With the publication of major reports on smoking and health in the 1960s, the role of nicotine in perpetuating tobacco use was confirmed.1 However the prevailing paradigm for tobacco use at the time—that it was best understood as a socially learned behaviour, and that it was a psychological 'habituation' rather than a physical addiction—continued to hold sway. Treatment options centred on smoking cessation, based on psychological models of behaviour modification, remained in the ascendancy. This was to change over the next 20 to 30 years, with a conceptual shift towards the physiological role of nicotine as central to tobacco addiction.2

In the Report of the US Surgeon General issued in 1979, persistent tobacco use was understood to be addiction-driven and was described as 'the prototypical substance-abuse dependency.'4 p 1–32 In 1980 the American Psychiatric Association first included tobacco use as a substance abuse disorder, signalling a greater emphasis on the psychoactive effects of nicotine use, and a move towards viewing tobacco addiction through a disease model.

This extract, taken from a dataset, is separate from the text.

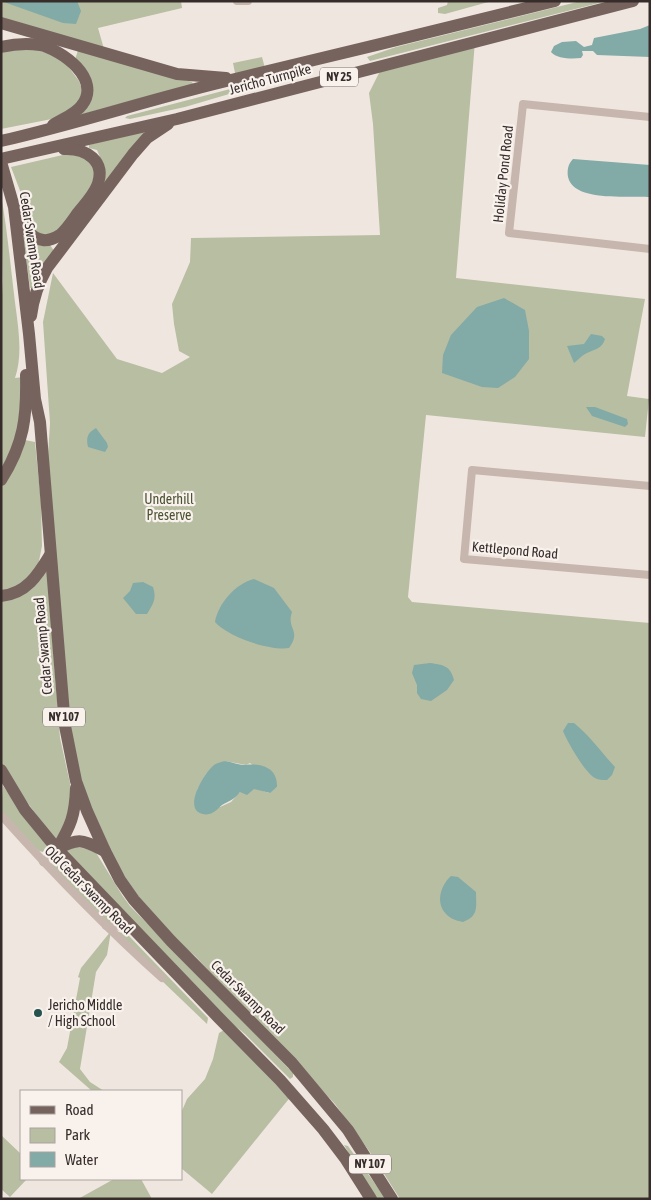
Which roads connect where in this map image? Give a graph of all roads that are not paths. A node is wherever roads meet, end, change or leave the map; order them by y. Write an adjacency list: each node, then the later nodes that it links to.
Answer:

The US National Institute on Drug Abuse took a similar stance during the 1980s.1

The Report of the US Surgeon General in 1988 focused solely on nicotine, reaching the following three major conclusions:1 p 9

1.Cigarettes and other forms of tobacco are addicting.

2.Nicotine is the drug in tobacco that causes addiction.

3.The pharmacologic and behavioural processes that determine tobacco addiction are similar to those that determine addiction to drugs such as heroin or cocaine.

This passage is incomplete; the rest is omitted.